*Saved data entries*
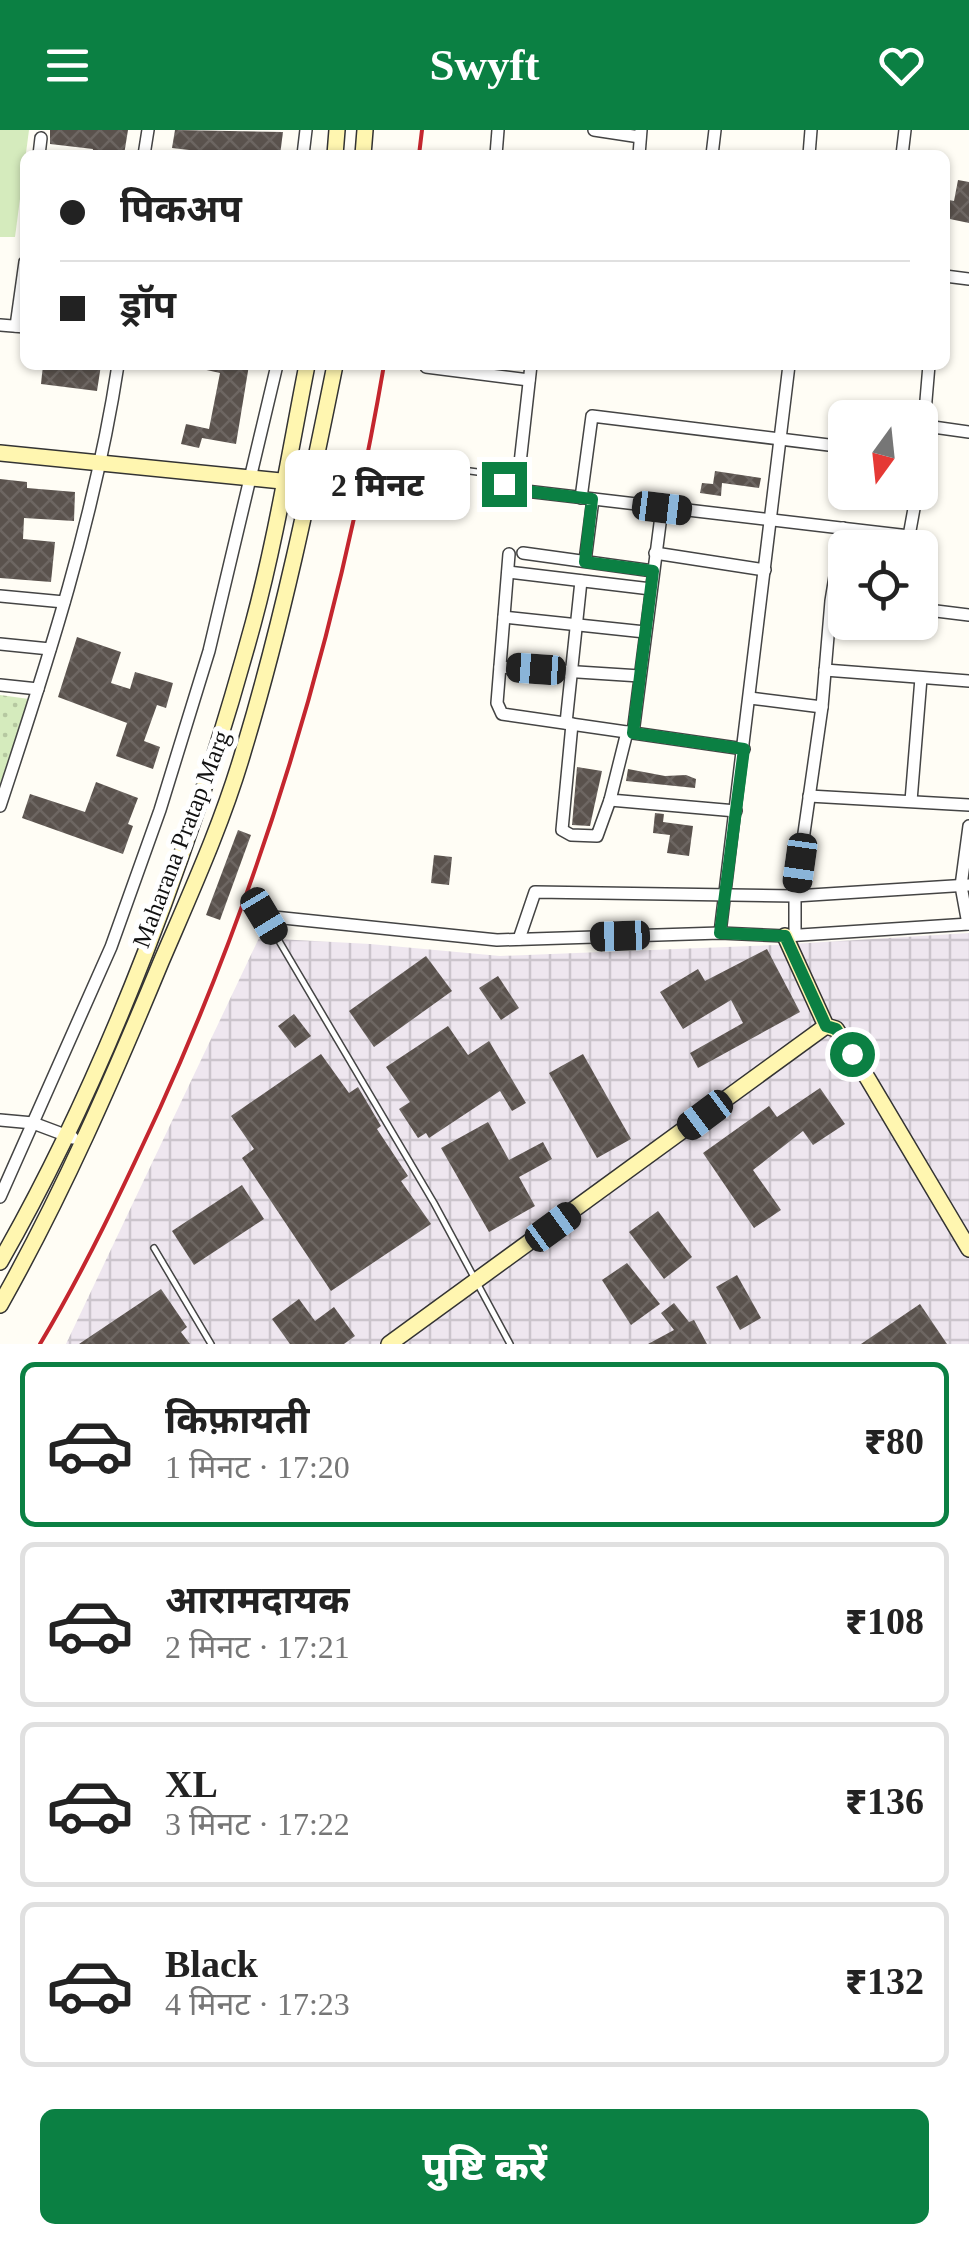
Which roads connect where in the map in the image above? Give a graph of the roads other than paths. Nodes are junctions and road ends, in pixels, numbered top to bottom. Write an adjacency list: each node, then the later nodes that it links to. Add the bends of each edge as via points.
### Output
1 (594, 130): 2 (street)
2 (640, 133)
3 (42, 138): 4 (street)
4 (40, 150)
5 (117, 370): 20 (street)
6 (276, 370): 22 (street)
7 (306, 370): 23 (main road, Maharana Pratap Marg)
8 (334, 370): 24 (main road, Maharana Pratap Marg)
9 (456, 370): 13 (street)
10 (531, 370): 13 (street)
11 (787, 370): 17 (street)
12 (929, 370): 14 (street)
13 (530, 380): 25 (street)
14 (927, 400)
15 (938, 428): 16 (street)
16 (969, 432)
17 (780, 441): 18 (street); 26 (street, via 592,416); 28 (street)
18 (828, 445)
19 (0, 453): 20 (main road)
20 (101, 462): 22 (main road); 41 (street)
21 (426, 465): 25 (lane, via 492,474)
22 (250, 477): 23 (main road); 80 (street, via 210,650 160,810 110,947)
23 (284, 480): 24 (main road); 81 (main road, Maharana Pratap Marg, via 254,621 174,876)
24 (311, 484): 82 (main road, Maharana Pratap Marg, via 244,752)
25 (518, 485): 26 (street, via 517,490)
26 (587, 498): 27 (street); 34 (street)
27 (662, 508): 28 (street); 32 (street)
28 (770, 521): 29 (street); 35 (street)
29 (843, 528): 30 (street)
30 (852, 530)
31 (523, 553): 34 (street)
32 (655, 553): 35 (street); 36 (street)
33 (509, 554): 37 (street)
34 (585, 562): 36 (street)
35 (765, 570): 58 (street)
36 (653, 571): 39 (street)
37 (508, 572): 38 (street); 44 (street)
38 (581, 581): 39 (street); 45 (street)
39 (651, 590): 46 (street)
40 (0, 596): 41 (street)
41 (64, 602): 49 (street)
42 (938, 611): 43 (street)
43 (969, 615)
44 (504, 616): 45 (street); 50 (street)
45 (576, 625): 46 (street); 52 (street)
46 (646, 632): 53 (street)
47 (828, 636): 51 (street)
48 (0, 644): 49 (street)
49 (50, 649): 57 (street)
50 (500, 667): 52 (street); 60 (street, via 499,712)
51 (825, 670): 54 (street); 59 (street)
52 (571, 672): 53 (street); 60 (street)
53 (640, 676): 61 (street)
54 (921, 678): 55 (street); 65 (street)
55 (969, 681)
56 (0, 685): 57 (street)
57 (38, 689): 67 (street)
58 (750, 698): 59 (street); 62 (street)
59 (822, 707): 63 (street)
60 (568, 723): 61 (street); 64 (street, via 562,830 595,837)
61 (630, 732): 62 (street); 64 (street)
62 (744, 749): 68 (street)
63 (809, 796): 65 (street); 72 (street)
64 (610, 800): 68 (street)
65 (911, 801): 66 (street)
66 (969, 805)
67 (0, 806)
68 (736, 811): 71 (street)
69 (969, 826): 70 (street)
70 (965, 885): 72 (street); 74 (street)
71 (726, 893): 72 (street); 75 (street); 77 (street, via 536,892)
72 (795, 896): 76 (street)
73 (264, 916): 77 (street); 87 (lane)
74 (968, 924): 76 (street)
75 (720, 933): 76 (street); 77 (street)
76 (790, 936): 78 (main road)
77 (519, 939)
78 (826, 1026): 85 (main road, via 836,1029 868,1079); 87 (main road)
79 (0, 1120): 80 (street)
80 (33, 1123): 81 (street); 83 (street)
81 (66, 1134): 82 (street); 86 (main road, Maharana Pratap Marg)
82 (81, 1143): 88 (main road, Maharana Pratap Marg)
83 (0, 1197)
84 (154, 1248): 89 (lane)
85 (969, 1250)
86 (0, 1262)
87 (476, 1283): 90 (main road); 91 (lane)
88 (0, 1305)
89 (212, 1344)
90 (389, 1344)
91 (510, 1344)

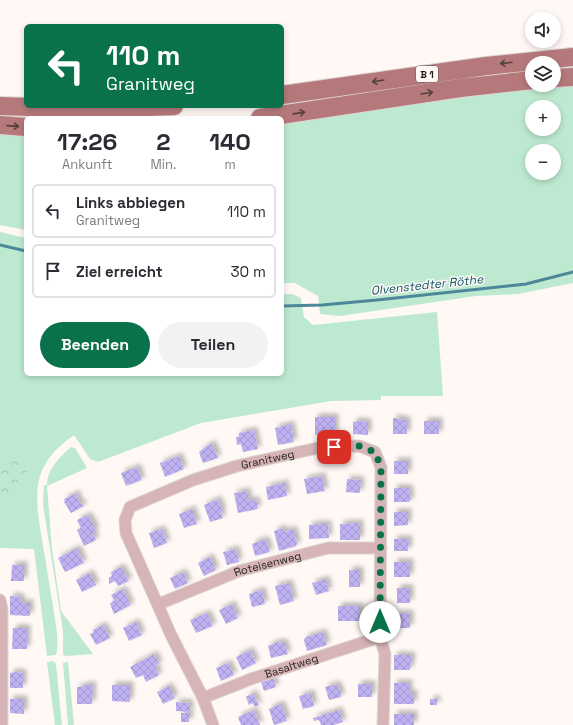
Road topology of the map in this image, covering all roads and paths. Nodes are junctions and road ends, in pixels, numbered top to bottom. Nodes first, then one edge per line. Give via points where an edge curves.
1 (573, 57) edge
2 (573, 77) edge
3 (561, 78) edge
4 (525, 81) edge
5 (284, 96) edge
6 (0, 106) edge
7 (24, 107) edge
8 (57, 108) edge
9 (115, 108) edge
10 (273, 116) edge
11 (0, 125) edge
12 (24, 127) edge
13 (381, 548) junction
14 (0, 600) edge
15 (159, 604) junction
16 (380, 637) junction
17 (1, 668) edge
18 (203, 698) junction
19 (2, 725) edge
20 (213, 725) edge
21 (383, 725) edge

1 -> 5 main road, B 1 via 480,66
2 - 3 main road
10 -> 4 main road, B 1
6 - 7 main road
8 - 9 main road
11 -> 12 main road
13 - 15 street, Roteisenweg via 328,548 239,571
13 - 15 street, Granitweg via 381,467 375,452 359,446 322,447 237,466 193,480 130,507 125,520 126,533
13 - 16 street, Granitweg
14 - 17 street
15 - 18 street, Granitweg via 171,635
16 - 18 street, Basaltweg via 251,679
16 - 21 street, Granitweg via 385,654
17 - 19 street
18 - 20 street, Granitweg

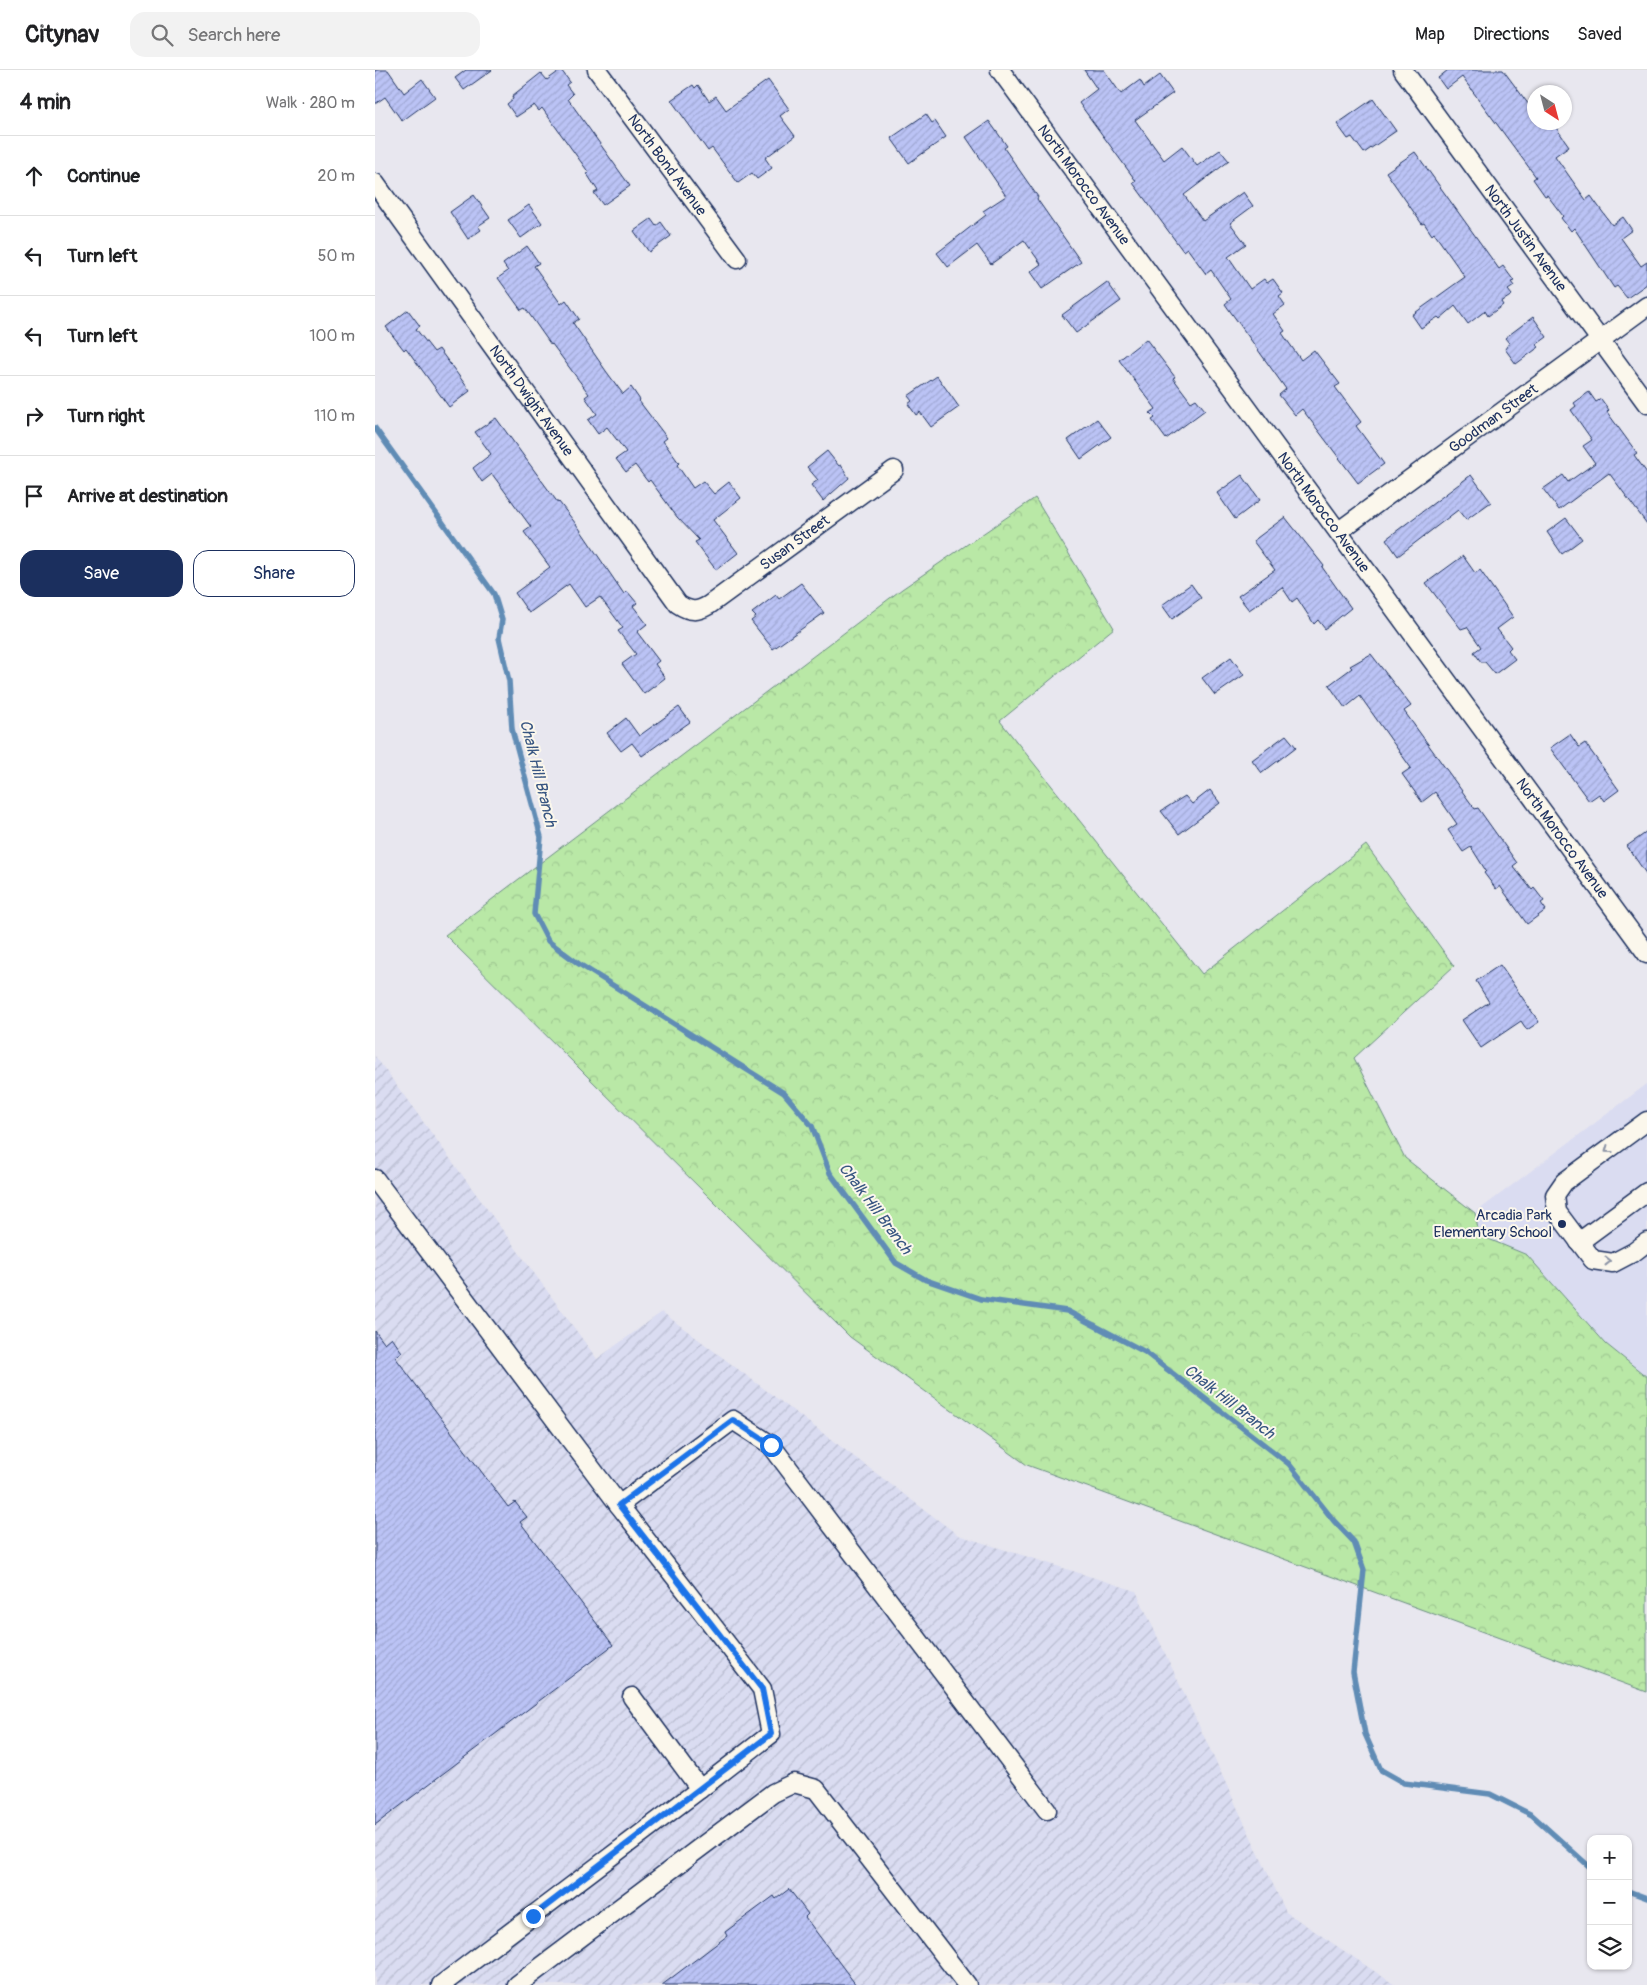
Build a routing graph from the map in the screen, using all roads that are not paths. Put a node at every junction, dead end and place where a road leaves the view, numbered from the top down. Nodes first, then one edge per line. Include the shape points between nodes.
1 (597, 70) edge
2 (1000, 70) edge
3 (1403, 70) edge
4 (375, 183) edge
5 (737, 259) dead end
6 (1647, 306) edge
7 (1600, 340) junction
8 (1647, 404) edge
9 (894, 470) dead end
10 (1339, 531) junction
11 (692, 612) joint
12 (1647, 954) edge
13 (1647, 1121) edge
14 (375, 1179) edge
15 (1647, 1192) edge
16 (1579, 1242) junction
17 (1647, 1242) edge
18 (619, 1505) junction
19 (632, 1696) dead end
20 (700, 1789) junction
21 (1047, 1810) dead end
22 (441, 1985) edge
23 (517, 1985) edge
24 (967, 1985) edge

1 - 5 street, North Bond Avenue
2 - 10 street, North Morocco Avenue
3 - 7 street, North Justin Avenue
4 - 11 street, North Dwight Avenue via 678,604
6 - 7 street, Goodman Street
7 - 8 street, North Justin Avenue
7 - 10 street, Goodman Street
9 - 11 street, Susan Street via 709,605
10 - 12 street, North Morocco Avenue
13 -> 16 street via 1564,1182 1555,1195 1557,1212
14 - 18 street
15 - 16 street
16 -> 17 street via 1593,1260 1613,1263
18 - 20 street via 762,1689 771,1734
18 - 21 street via 733,1420 771,1445
19 - 20 street
20 - 22 street
23 - 24 street via 773,1793 794,1782 816,1789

*PROBLEM*
Exactly as given, transcribe every line of the data, but not its images.

*RESPONSE TO THIS EXERCISE*
Which roads connect where in the map in the image above? Give a graph of the roads other than paths. Nodes are junctions and road ends, in pixels, numbered top to bottom. Write an adjacency list: each node, then the later nodes that it links to. Add the bends of each edge as via points.
### Output
1 (594, 130): 2 (street)
2 (640, 133)
3 (42, 138): 4 (street)
4 (40, 150)
5 (117, 370): 20 (street)
6 (276, 370): 22 (street)
7 (306, 370): 23 (main road, Maharana Pratap Marg)
8 (334, 370): 24 (main road, Maharana Pratap Marg)
9 (456, 370): 13 (street)
10 (531, 370): 13 (street)
11 (787, 370): 17 (street)
12 (929, 370): 14 (street)
13 (530, 380): 25 (street)
14 (927, 400)
15 (938, 428): 16 (street)
16 (969, 432)
17 (780, 441): 18 (street); 26 (street, via 592,416); 28 (street)
18 (828, 445)
19 (0, 453): 20 (main road)
20 (101, 462): 22 (main road); 41 (street)
21 (426, 465): 25 (lane, via 492,474)
22 (250, 477): 23 (main road); 80 (street, via 210,650 160,810 110,947)
23 (284, 480): 24 (main road); 81 (main road, Maharana Pratap Marg, via 254,621 174,876)
24 (311, 484): 82 (main road, Maharana Pratap Marg, via 244,752)
25 (518, 485): 26 (street, via 517,490)
26 (587, 498): 27 (street); 34 (street)
27 (662, 508): 28 (street); 32 (street)
28 (770, 521): 29 (street); 35 (street)
29 (843, 528): 30 (street)
30 (852, 530)
31 (523, 553): 34 (street)
32 (655, 553): 35 (street); 36 (street)
33 (509, 554): 37 (street)
34 (585, 562): 36 (street)
35 (765, 570): 58 (street)
36 (653, 571): 39 (street)
37 (508, 572): 38 (street); 44 (street)
38 (581, 581): 39 (street); 45 (street)
39 (651, 590): 46 (street)
40 (0, 596): 41 (street)
41 (64, 602): 49 (street)
42 (938, 611): 43 (street)
43 (969, 615)
44 (504, 616): 45 (street); 50 (street)
45 (576, 625): 46 (street); 52 (street)
46 (646, 632): 53 (street)
47 (828, 636): 51 (street)
48 (0, 644): 49 (street)
49 (50, 649): 57 (street)
50 (500, 667): 52 (street); 60 (street, via 499,712)
51 (825, 670): 54 (street); 59 (street)
52 (571, 672): 53 (street); 60 (street)
53 (640, 676): 61 (street)
54 (921, 678): 55 (street); 65 (street)
55 (969, 681)
56 (0, 685): 57 (street)
57 (38, 689): 67 (street)
58 (750, 698): 59 (street); 62 (street)
59 (822, 707): 63 (street)
60 (568, 723): 61 (street); 64 (street, via 562,830 595,837)
61 (630, 732): 62 (street); 64 (street)
62 (744, 749): 68 (street)
63 (809, 796): 65 (street); 72 (street)
64 (610, 800): 68 (street)
65 (911, 801): 66 (street)
66 (969, 805)
67 (0, 806)
68 (736, 811): 71 (street)
69 (969, 826): 70 (street)
70 (965, 885): 72 (street); 74 (street)
71 (726, 893): 72 (street); 75 (street); 77 (street, via 536,892)
72 (795, 896): 76 (street)
73 (264, 916): 77 (street); 87 (lane)
74 (968, 924): 76 (street)
75 (720, 933): 76 (street); 77 (street)
76 (790, 936): 78 (main road)
77 (519, 939)
78 (826, 1026): 85 (main road, via 836,1029 868,1079); 87 (main road)
79 (0, 1120): 80 (street)
80 (33, 1123): 81 (street); 83 (street)
81 (66, 1134): 82 (street); 86 (main road, Maharana Pratap Marg)
82 (81, 1143): 88 (main road, Maharana Pratap Marg)
83 (0, 1197)
84 (154, 1248): 89 (lane)
85 (969, 1250)
86 (0, 1262)
87 (476, 1283): 90 (main road); 91 (lane)
88 (0, 1305)
89 (212, 1344)
90 (389, 1344)
91 (510, 1344)

Road topology of the map in this image, covering all roads and paths. Nodes are junctions and road ends, in pixels, numbered top to bottom. Nodes first, then one edge per line. Give via points where an edge curves.
1 (573, 57) edge
2 (573, 77) edge
3 (561, 78) edge
4 (525, 81) edge
5 (284, 96) edge
6 (0, 106) edge
7 (24, 107) edge
8 (57, 108) edge
9 (115, 108) edge
10 (273, 116) edge
11 (0, 125) edge
12 (24, 127) edge
13 (381, 548) junction
14 (0, 600) edge
15 (159, 604) junction
16 (380, 637) junction
17 (1, 668) edge
18 (203, 698) junction
19 (2, 725) edge
20 (213, 725) edge
21 (383, 725) edge

1 -> 5 main road, B 1 via 480,66
2 - 3 main road
10 -> 4 main road, B 1
6 - 7 main road
8 - 9 main road
11 -> 12 main road
13 - 15 street, Roteisenweg via 328,548 239,571
13 - 15 street, Granitweg via 381,467 375,452 359,446 322,447 237,466 193,480 130,507 125,520 126,533
13 - 16 street, Granitweg
14 - 17 street
15 - 18 street, Granitweg via 171,635
16 - 18 street, Basaltweg via 251,679
16 - 21 street, Granitweg via 385,654
17 - 19 street
18 - 20 street, Granitweg

Build a routing graph from the map in the screen, using all roads that are not paths. Put a node at every junction, dead end and place where a road leaves the view, numbered from the top down. Nodes first, then one edge per line. Include the shape points between nodes.
1 (597, 70) edge
2 (1000, 70) edge
3 (1403, 70) edge
4 (375, 183) edge
5 (737, 259) dead end
6 (1647, 306) edge
7 (1600, 340) junction
8 (1647, 404) edge
9 (894, 470) dead end
10 (1339, 531) junction
11 (692, 612) joint
12 (1647, 954) edge
13 (1647, 1121) edge
14 (375, 1179) edge
15 (1647, 1192) edge
16 (1579, 1242) junction
17 (1647, 1242) edge
18 (619, 1505) junction
19 (632, 1696) dead end
20 (700, 1789) junction
21 (1047, 1810) dead end
22 (441, 1985) edge
23 (517, 1985) edge
24 (967, 1985) edge

1 - 5 street, North Bond Avenue
2 - 10 street, North Morocco Avenue
3 - 7 street, North Justin Avenue
4 - 11 street, North Dwight Avenue via 678,604
6 - 7 street, Goodman Street
7 - 8 street, North Justin Avenue
7 - 10 street, Goodman Street
9 - 11 street, Susan Street via 709,605
10 - 12 street, North Morocco Avenue
13 -> 16 street via 1564,1182 1555,1195 1557,1212
14 - 18 street
15 - 16 street
16 -> 17 street via 1593,1260 1613,1263
18 - 20 street via 762,1689 771,1734
18 - 21 street via 733,1420 771,1445
19 - 20 street
20 - 22 street
23 - 24 street via 773,1793 794,1782 816,1789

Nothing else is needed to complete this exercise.